● Exercise goal: What you write must match the records exactly, except for the images, which are left out.

*** Opening Dataset entries ***

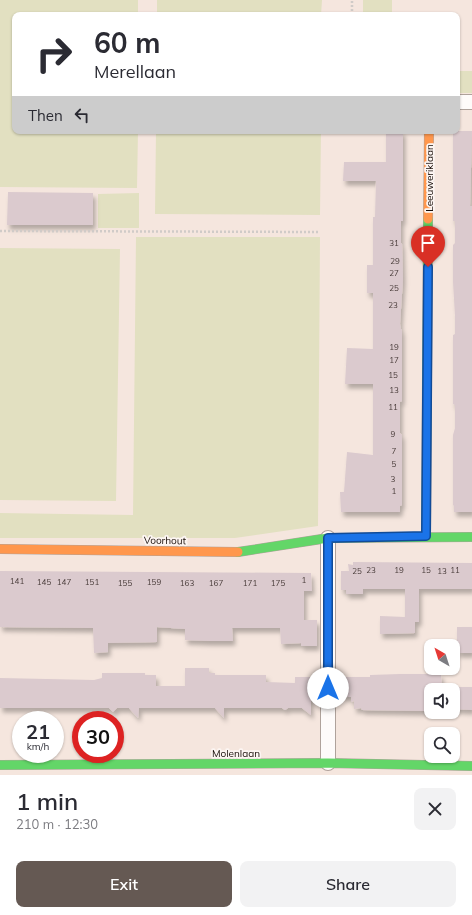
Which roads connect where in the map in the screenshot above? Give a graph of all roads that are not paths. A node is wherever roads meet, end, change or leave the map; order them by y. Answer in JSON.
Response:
{"nodes":[{"id":1,"x":460,"y":102,"type":"edge"},
{"id":2,"x":472,"y":102,"type":"edge"},
{"id":3,"x":429,"y":134,"type":"edge"},
{"id":4,"x":426,"y":536,"type":"junction"},
{"id":5,"x":472,"y":537,"type":"edge"},
{"id":6,"x":328,"y":538,"type":"junction"},
{"id":7,"x":0,"y":549,"type":"edge"},
{"id":8,"x":328,"y":763,"type":"junction"},
{"id":9,"x":0,"y":765,"type":"edge"},
{"id":10,"x":472,"y":766,"type":"edge"}],
"edges":[{"from":1,"to":2,"type":"street"},
{"from":3,"to":4,"type":"street","name":"Leeuweriklaan"},
{"from":4,"to":5,"type":"street","name":"Voorhout"},
{"from":4,"to":6,"type":"street","name":"Voorhout"},
{"from":6,"to":7,"type":"street","name":"Voorhout"},
{"from":6,"to":8,"type":"street"},
{"from":8,"to":9,"type":"street","name":"Molenlaan"},
{"from":8,"to":10,"type":"street","name":"Molenlaan"}]}
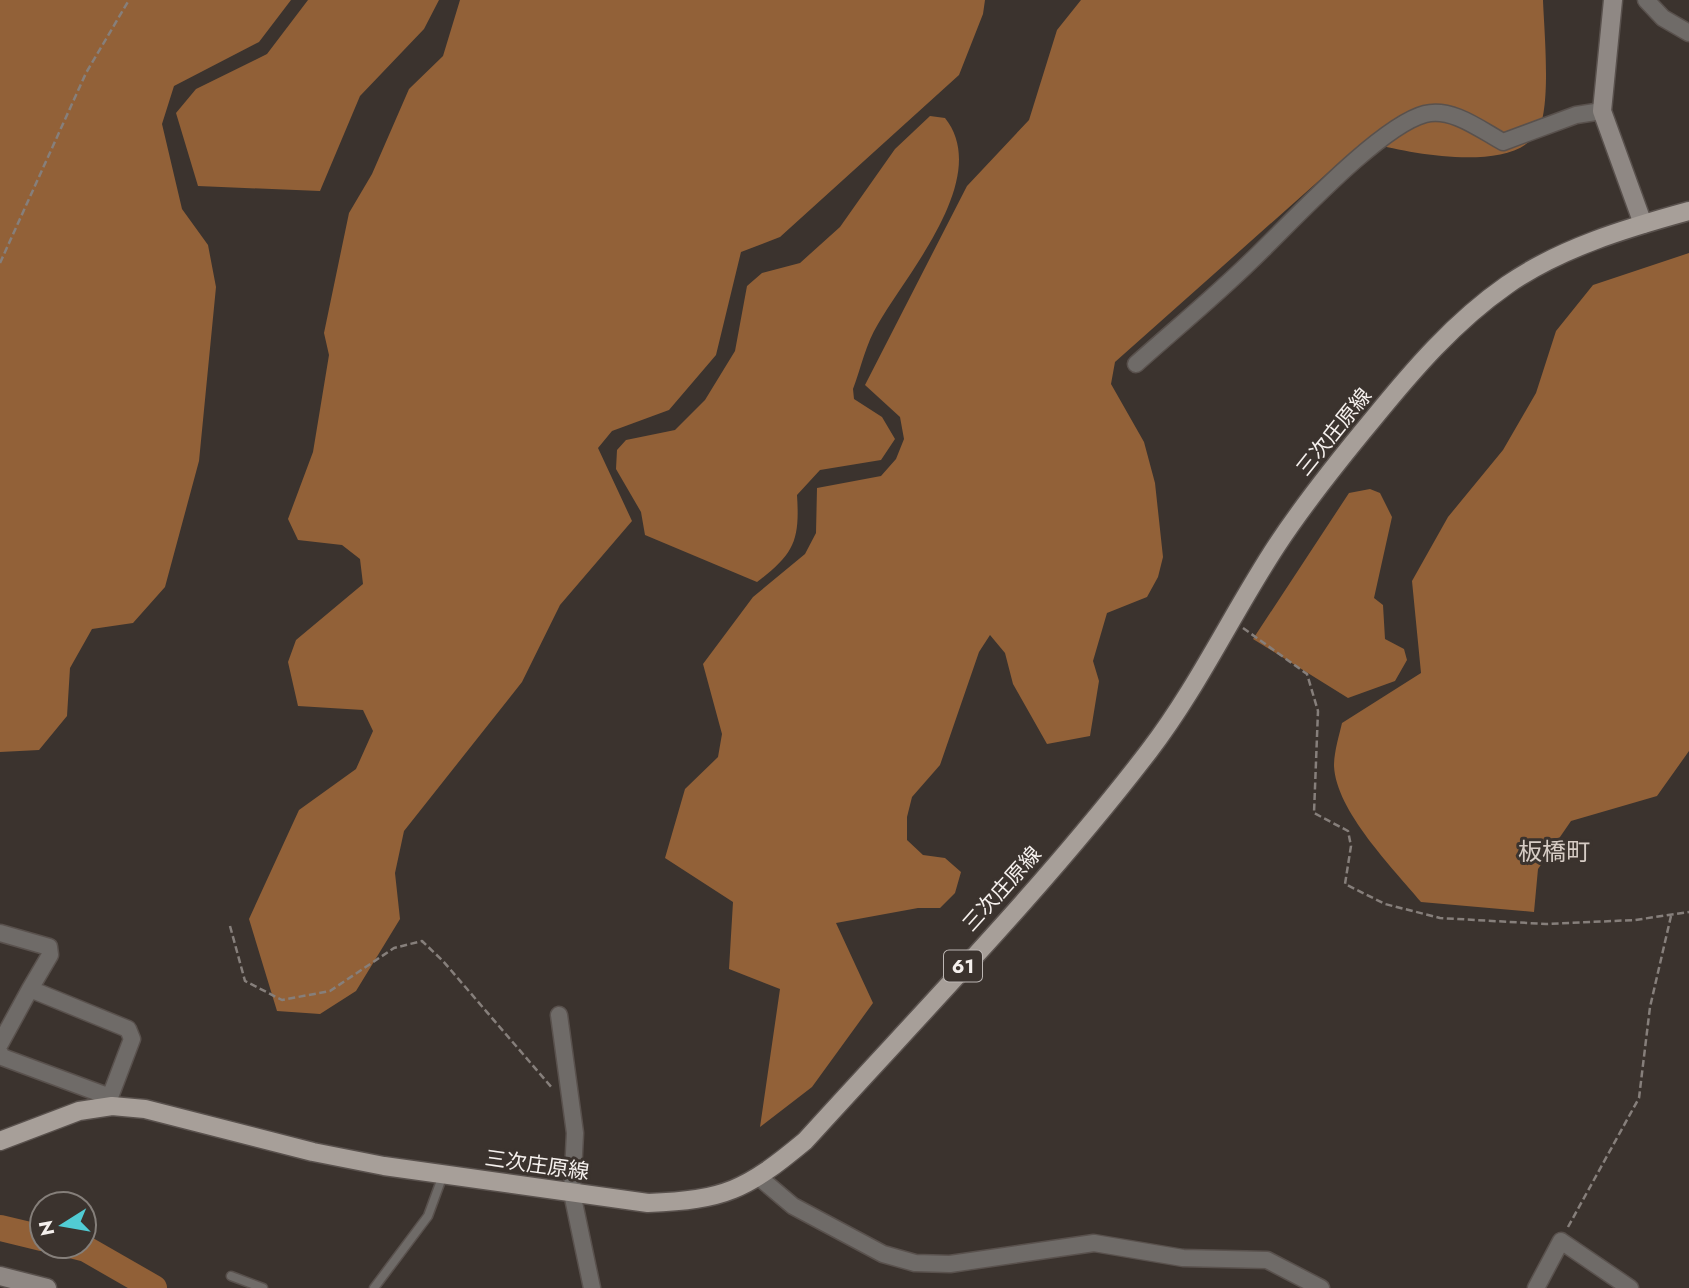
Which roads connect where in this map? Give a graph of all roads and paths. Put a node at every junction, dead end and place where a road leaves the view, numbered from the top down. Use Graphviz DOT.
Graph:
graph roads {
  1 [pos="128,0"];
  2 [pos="1613,0"];
  3 [pos="1646,0"];
  4 [pos="1689,33"];
  5 [pos="1602,111"];
  6 [pos="1689,211"];
  7 [pos="1643,223"];
  8 [pos="0,263"];
  9 [pos="1136,365"];
  10 [pos="1231,620"];
  11 [pos="1689,912"];
  12 [pos="1671,916"];
  13 [pos="230,926"];
  14 [pos="0,933"];
  15 [pos="30,989"];
  16 [pos="559,1015"];
  17 [pos="0,1044"];
  18 [pos="0,1053"];
  19 [pos="111,1101"];
  20 [pos="569,1107"];
  21 [pos="0,1140"];
  22 [pos="443,1175"];
  23 [pos="760,1178"];
  24 [pos="572,1194"];
  25 [pos="1561,1241"];
  26 [pos="0,1276"];
  27 [pos="230,1276"];
  28 [pos="47,1288"];
  29 [pos="263,1288"];
  30 [pos="374,1288"];
  31 [pos="592,1288"];
  32 [pos="1321,1288"];
  33 [pos="1536,1288"];
  34 [pos="1630,1288"];
  1 -- 8 [label="path"];
  2 -- 5 [label="street"];
  3 -- 4 [label="street"];
  5 -- 7 [label="street"];
  5 -- 9 [label="street"];
  6 -- 7 [label="main road, 三次庄原線 / 61"];
  7 -- 10 [label="main road, 三次庄原線 / 61"];
  10 -- 12 [label="path"];
  10 -- 23 [label="main road, 三次庄原線 / 61"];
  11 -- 12 [label="path"];
  12 -- 25 [label="path"];
  13 -- 20 [label="path"];
  14 -- 15 [label="street"];
  15 -- 17 [label="street"];
  15 -- 19 [label="street"];
  16 -- 20 [label="street"];
  18 -- 19 [label="street"];
  19 -- 21 [label="main road, 三次庄原線 / 61"];
  19 -- 22 [label="main road, 三次庄原線 / 61"];
  20 -- 24 [label="street"];
  22 -- 24 [label="main road, 三次庄原線 / 61"];
  22 -- 30 [label="lane"];
  23 -- 24 [label="main road, 三次庄原線 / 61"];
  23 -- 32 [label="street"];
  24 -- 31 [label="street"];
  25 -- 33 [label="street"];
  25 -- 34 [label="street"];
  26 -- 28 [label="street"];
  27 -- 29 [label="lane"];
}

*** Closing Dataset entries ***

● Task answer:
Which roads connect where in the map in the screenshot above? Give a graph of all roads that are not paths. A node is wherever roads meet, end, change or leave the map; order them by y. Answer in JSON.
Response:
{"nodes":[{"id":1,"x":460,"y":102,"type":"edge"},
{"id":2,"x":472,"y":102,"type":"edge"},
{"id":3,"x":429,"y":134,"type":"edge"},
{"id":4,"x":426,"y":536,"type":"junction"},
{"id":5,"x":472,"y":537,"type":"edge"},
{"id":6,"x":328,"y":538,"type":"junction"},
{"id":7,"x":0,"y":549,"type":"edge"},
{"id":8,"x":328,"y":763,"type":"junction"},
{"id":9,"x":0,"y":765,"type":"edge"},
{"id":10,"x":472,"y":766,"type":"edge"}],
"edges":[{"from":1,"to":2,"type":"street"},
{"from":3,"to":4,"type":"street","name":"Leeuweriklaan"},
{"from":4,"to":5,"type":"street","name":"Voorhout"},
{"from":4,"to":6,"type":"street","name":"Voorhout"},
{"from":6,"to":7,"type":"street","name":"Voorhout"},
{"from":6,"to":8,"type":"street"},
{"from":8,"to":9,"type":"street","name":"Molenlaan"},
{"from":8,"to":10,"type":"street","name":"Molenlaan"}]}
Which roads connect where in this map? Give a graph of all roads and paths. Put a node at every junction, dead end and place where a road leaves the view, numbered from the top down. Use Graphviz DOT.
Graph:
graph roads {
  1 [pos="128,0"];
  2 [pos="1613,0"];
  3 [pos="1646,0"];
  4 [pos="1689,33"];
  5 [pos="1602,111"];
  6 [pos="1689,211"];
  7 [pos="1643,223"];
  8 [pos="0,263"];
  9 [pos="1136,365"];
  10 [pos="1231,620"];
  11 [pos="1689,912"];
  12 [pos="1671,916"];
  13 [pos="230,926"];
  14 [pos="0,933"];
  15 [pos="30,989"];
  16 [pos="559,1015"];
  17 [pos="0,1044"];
  18 [pos="0,1053"];
  19 [pos="111,1101"];
  20 [pos="569,1107"];
  21 [pos="0,1140"];
  22 [pos="443,1175"];
  23 [pos="760,1178"];
  24 [pos="572,1194"];
  25 [pos="1561,1241"];
  26 [pos="0,1276"];
  27 [pos="230,1276"];
  28 [pos="47,1288"];
  29 [pos="263,1288"];
  30 [pos="374,1288"];
  31 [pos="592,1288"];
  32 [pos="1321,1288"];
  33 [pos="1536,1288"];
  34 [pos="1630,1288"];
  1 -- 8 [label="path"];
  2 -- 5 [label="street"];
  3 -- 4 [label="street"];
  5 -- 7 [label="street"];
  5 -- 9 [label="street"];
  6 -- 7 [label="main road, 三次庄原線 / 61"];
  7 -- 10 [label="main road, 三次庄原線 / 61"];
  10 -- 12 [label="path"];
  10 -- 23 [label="main road, 三次庄原線 / 61"];
  11 -- 12 [label="path"];
  12 -- 25 [label="path"];
  13 -- 20 [label="path"];
  14 -- 15 [label="street"];
  15 -- 17 [label="street"];
  15 -- 19 [label="street"];
  16 -- 20 [label="street"];
  18 -- 19 [label="street"];
  19 -- 21 [label="main road, 三次庄原線 / 61"];
  19 -- 22 [label="main road, 三次庄原線 / 61"];
  20 -- 24 [label="street"];
  22 -- 24 [label="main road, 三次庄原線 / 61"];
  22 -- 30 [label="lane"];
  23 -- 24 [label="main road, 三次庄原線 / 61"];
  23 -- 32 [label="street"];
  24 -- 31 [label="street"];
  25 -- 33 [label="street"];
  25 -- 34 [label="street"];
  26 -- 28 [label="street"];
  27 -- 29 [label="lane"];
}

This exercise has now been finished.